A época é outra, mas o circo continua a vir à localidade.
Com pouca música e sem qualquer folia, o circo deste ano foi anunciado para 4 de
Outubro. Até à data, a caravana continuará a descer a rua e os foliões
continuarão a esboçar os seus talentos e toda uma promessa de actuação no circo
que formarão. Nesta fase inicial do cortejo não se sabe ainda qual será o acto
ex-líbris à volta de qual o espectáculo se montará.

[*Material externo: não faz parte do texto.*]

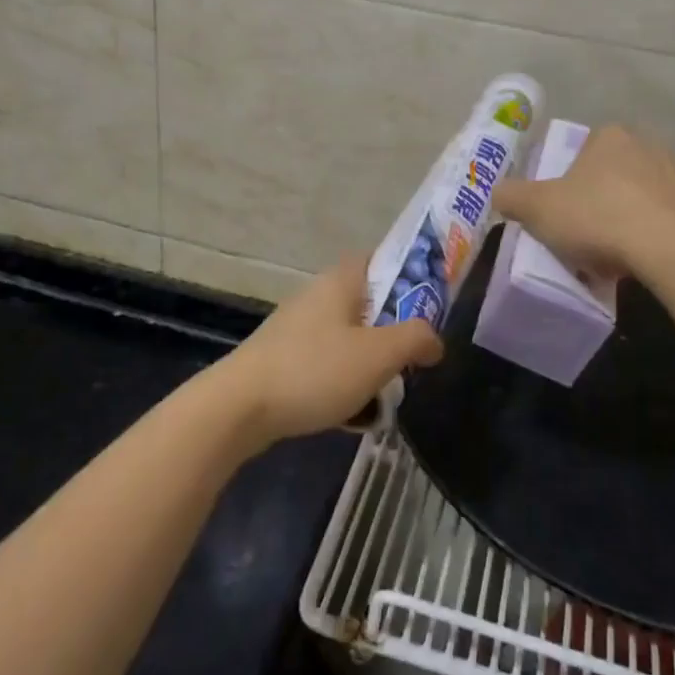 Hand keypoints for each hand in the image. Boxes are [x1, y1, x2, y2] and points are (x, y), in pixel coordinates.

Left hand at [217, 254, 443, 447]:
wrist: (239, 407)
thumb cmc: (315, 369)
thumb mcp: (379, 354)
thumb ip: (416, 340)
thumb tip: (435, 341)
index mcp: (342, 280)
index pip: (384, 260)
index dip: (411, 278)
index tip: (432, 309)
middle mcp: (318, 295)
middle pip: (370, 304)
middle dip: (394, 333)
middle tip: (412, 361)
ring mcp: (298, 327)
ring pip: (350, 339)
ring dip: (370, 364)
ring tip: (384, 396)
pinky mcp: (284, 358)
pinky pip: (327, 364)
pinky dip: (344, 383)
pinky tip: (351, 414)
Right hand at [492, 124, 674, 282]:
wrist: (674, 250)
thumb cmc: (599, 219)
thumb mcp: (538, 209)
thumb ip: (512, 196)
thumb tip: (498, 192)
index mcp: (609, 136)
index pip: (583, 151)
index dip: (570, 182)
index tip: (566, 212)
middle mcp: (649, 143)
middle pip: (615, 172)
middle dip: (602, 198)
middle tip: (589, 234)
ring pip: (645, 194)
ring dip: (632, 216)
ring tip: (619, 254)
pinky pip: (672, 216)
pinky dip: (659, 232)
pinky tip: (648, 259)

Cada ardina notícia um
cartaz diferente, mas o representante só quer mesmo um acto final de ânsia maioritária,
de leões, palhaços ou trapezistas, deixando a leve ameaça de que não permitirá
que circo algum se monte sem que o cabeça de cartaz seja da vontade da maioria
da população. Este ano, contudo, e mantendo fé na sagacidade dos diferentes
ardinas, a população está de coração dividido e há tantos que preferem leões
como aqueles que preferem palhaços ou trapezistas. Até à hora do grande
espectáculo, o cortejo prosseguirá incessantemente para conquistar a vontade da
população. Prevêem-se muitas demonstrações de talento e uma luta feroz entre leões,
palhaços e trapezistas durante toda a arruada. Os leões dirão que os trapezistas
sobem cordas para cair estrondosamente, os trapezistas dirão que os leões
queimam o próprio pêlo por não serem bons a saltar por entre arcos e os
palhaços dirão que o seu acto é igual ao acto de sempre e que por isso é fiel
aos bons princípios, mesmo que leões e trapezistas alertem para a velhice das
suas graçolas. Depois haverá os leões que esboçarão actos de trapezismo – e
vice-versa – para buscar a ânsia da população que prefere actos nas cordas e
nos trapézios.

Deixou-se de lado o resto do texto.